Hacker, claiming responsibility for the DigiNotar attack, named GlobalSign as one of four CAs that have been successfully breached.

Belgium-based SSL certificate provider GlobalSign has temporarily halted the issuance of digital certificates while...

it conducts an internal audit of its systems.

The certificate authority is trying to determine if its systems were breached after it was named as one of four certificate providers that have been targeted by the hacker who claimed responsibility for the DigiNotar CA breach and earlier Comodo reseller breaches

“GlobalSign takes this claim very seriously and is currently investigating,” the company said in a brief announcement on its website. “As a responsible CA, we have decided to temporarily cease issuance of all certificates until the investigation is complete.”

The claims the hacker made on Pastebin, a software developer website, have been unverified. The hacker also named StartCom Ltd., a free SSL certificate provider.

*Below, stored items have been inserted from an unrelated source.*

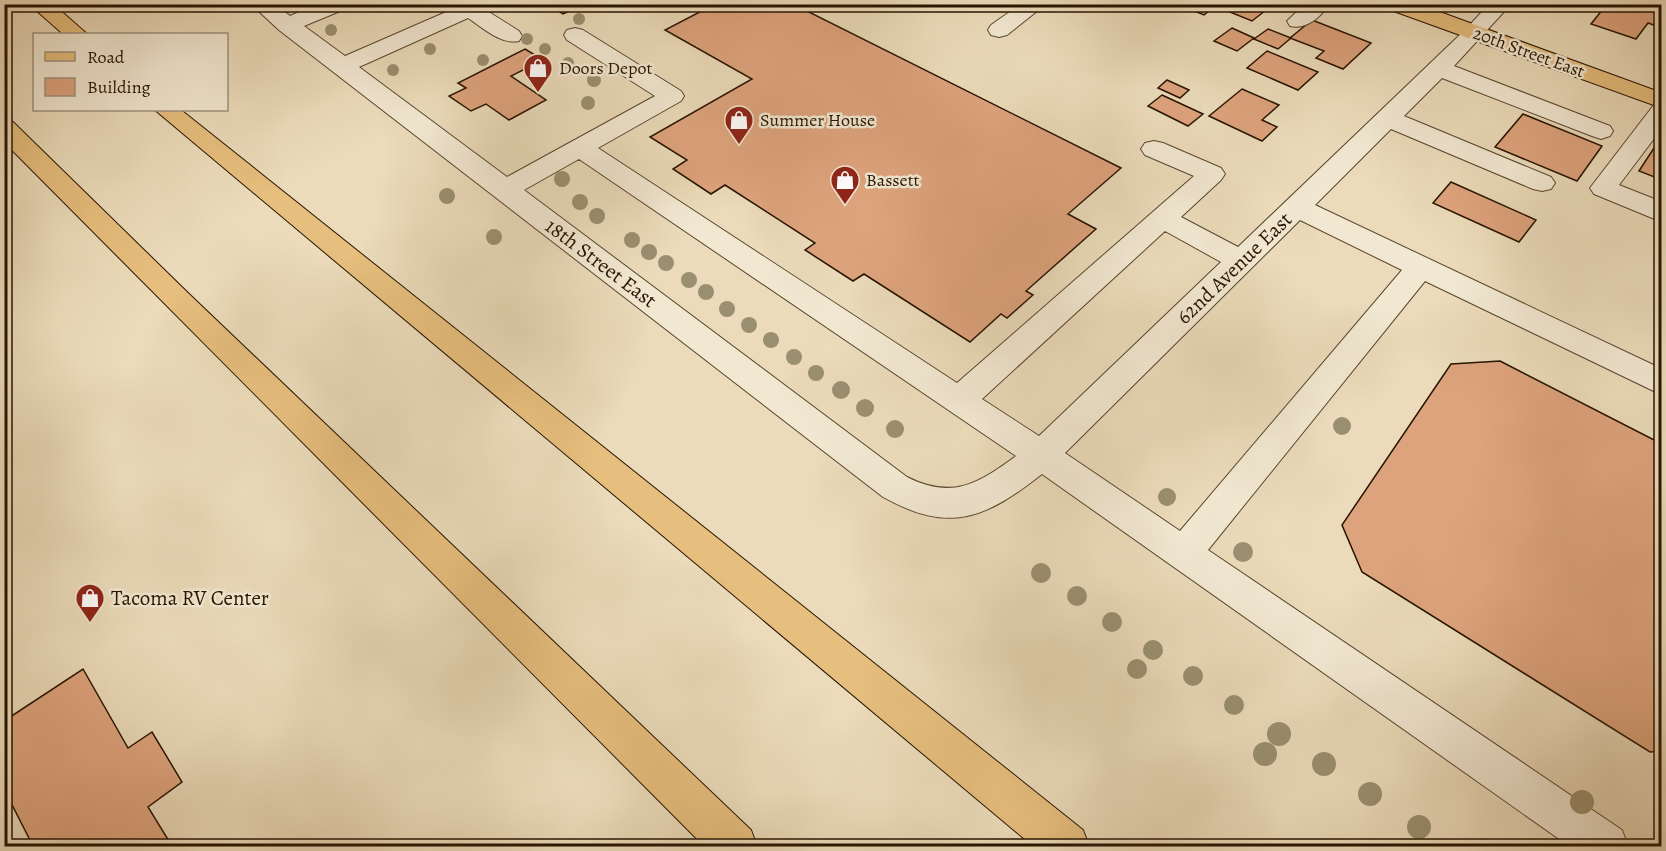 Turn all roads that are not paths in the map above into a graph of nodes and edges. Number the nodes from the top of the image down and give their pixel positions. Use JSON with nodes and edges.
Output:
{"nodes":[{"id":1,"x":39,"y":4,"type":"edge"},
{"id":2,"x":261,"y":4,"type":"edge"},
{"id":3,"x":336,"y":4,"type":"edge"},
{"id":4,"x":1036,"y":4,"type":"edge"},
{"id":5,"x":1151,"y":4,"type":"edge"},
{"id":6,"x":1157,"y":4,"type":"edge"},
{"id":7,"x":1319,"y":4,"type":"edge"},
{"id":8,"x":1396,"y":4,"type":"edge"},
{"id":9,"x":1501,"y":4,"type":"edge"},
{"id":10,"x":465,"y":7,"type":"edge"},
{"id":11,"x":1298,"y":21,"type":"dead end"},
{"id":12,"x":287,"y":25,"type":"junction"},
{"id":13,"x":999,"y":30,"type":"dead end"},
{"id":14,"x":75,"y":33,"type":"edge"},
{"id":15,"x":1475,"y":33,"type":"junction"},
{"id":16,"x":575,"y":35,"type":"dead end"},
{"id":17,"x":511,"y":36,"type":"dead end"},
{"id":18,"x":342,"y":66,"type":"junction"},
{"id":19,"x":1438,"y":68,"type":"junction"},
{"id":20,"x":1662,"y":101,"type":"edge"},
{"id":21,"x":168,"y":111,"type":"edge"},
{"id":22,"x":1662,"y":111,"type":"edge"},
{"id":23,"x":1387,"y":118,"type":"junction"},
{"id":24,"x":4,"y":127,"type":"edge"},
{"id":25,"x":1601,"y":131,"type":"dead end"},
{"id":26,"x":580,"y":148,"type":"junction"},
{"id":27,"x":1154,"y":149,"type":"dead end"},
{"id":28,"x":1542,"y":183,"type":"dead end"},
{"id":29,"x":504,"y":190,"type":"junction"},
{"id":30,"x":1296,"y":207,"type":"junction"},
{"id":31,"x":1662,"y":213,"type":"edge"},
{"id":32,"x":1164,"y":219,"type":"junction"},
{"id":33,"x":1241,"y":261,"type":"junction"},
{"id":34,"x":1420,"y":268,"type":"junction"},
{"id":35,"x":1662,"y":383,"type":"edge"},
{"id":36,"x":959,"y":400,"type":"junction"},
{"id":37,"x":1041,"y":455,"type":"junction"},
{"id":38,"x":948,"y":505,"type":"joint"},
{"id":39,"x":1184,"y":553,"type":"junction"},
{"id":40,"x":735,"y":846,"type":"edge"},
{"id":41,"x":1067,"y":846,"type":"edge"},
{"id":42,"x":1606,"y":846,"type":"edge"}],
"edges":[{"from":1,"to":14,"type":"main road"},
{"from":2,"to":12,"type":"street","name":"18th Street East"},
{"from":3,"to":12,"type":"street"},
{"from":4,"to":13,"type":"street"},
{"from":5,"to":6,"type":"street"},
{"from":7,"to":11,"type":"street"},
{"from":8,"to":15,"type":"main road","name":"20th Street East"},
{"from":9,"to":15,"type":"street","name":"62nd Avenue East"},
{"from":10,"to":17,"type":"street"},
{"from":10,"to":18,"type":"street"},
{"from":12,"to":18,"type":"street","name":"18th Street East"},
{"from":15,"to":19,"type":"street","name":"62nd Avenue East"},
{"from":15,"to":20,"type":"main road","name":"20th Street East"},
{"from":16,"to":26,"type":"street"},
{"from":18,"to":29,"type":"street","name":"18th Street East"},
{"from":19,"to":23,"type":"street","name":"62nd Avenue East"},
{"from":19,"to":25,"type":"street"},
{"from":21,"to":41,"type":"main road"},
{"from":22,"to":31,"type":"street"},
{"from":23,"to":28,"type":"street"},
{"from":23,"to":30,"type":"street","name":"62nd Avenue East"},
{"from":24,"to":40,"type":"main road"},
{"from":26,"to":29,"type":"street"},
{"from":26,"to":36,"type":"street"},
{"from":27,"to":32,"type":"street"},
{"from":29,"to":38,"type":"street","name":"18th Street East"},
{"from":30,"to":33,"type":"street","name":"62nd Avenue East"},
{"from":30,"to":34,"type":"street"},
{"from":32,"to":33,"type":"street"},
{"from":32,"to":36,"type":"street"},
{"from":33,"to":37,"type":"street","name":"62nd Avenue East"},
{"from":34,"to":35,"type":"street"},
{"from":34,"to":39,"type":"street"},
{"from":36,"to":37,"type":"street"},
{"from":37,"to":38,"type":"street","name":"62nd Avenue East"},
{"from":37,"to":39,"type":"street"},
{"from":39,"to":42,"type":"street"}]}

GlobalSign, which started operations in 1996, was one of the first CAs. The company is currently a subsidiary of GMO Internet Inc.

According to security experts, VeriSign and Comodo are the largest issuers of digital certificates, making up more than half the market. GlobalSign is one of hundreds of others, including CyberTrust and RapidSSL, which offer CA services.

CA alternatives

Chester Wisniewski, a senior security consultant with Sophos LLC, called GlobalSign’s reaction responsible, and said the decision to halt issuance of new certificates must have been a tough one. Wisniewski said the current digital certificate system is fragile and needs massive changes to ensure its security and integrity. 

“We’re so entrenched in this current CA system which is worth hundreds of millions to these providers,” he said. “There needs to be a conversation about alternatives.”

Two alternatives to the current system are being tested and show promise, Wisniewski said. Perspectives Project is a notary system that monitors the SSL certificates without relying on certificate authorities. The project currently uses a Mozilla Firefox Extension to function in the browser. It is being funded by a grant from the National Science Foundation and is being managed by Carnegie Mellon University.  Another project, Convergence, is an offshoot of the Perspectives Project. It is being developed by noted security researcher Moxie Marlinspike and aims to strip away the CA system with a configurable set of notaries that validate a website by checking it from different network locations.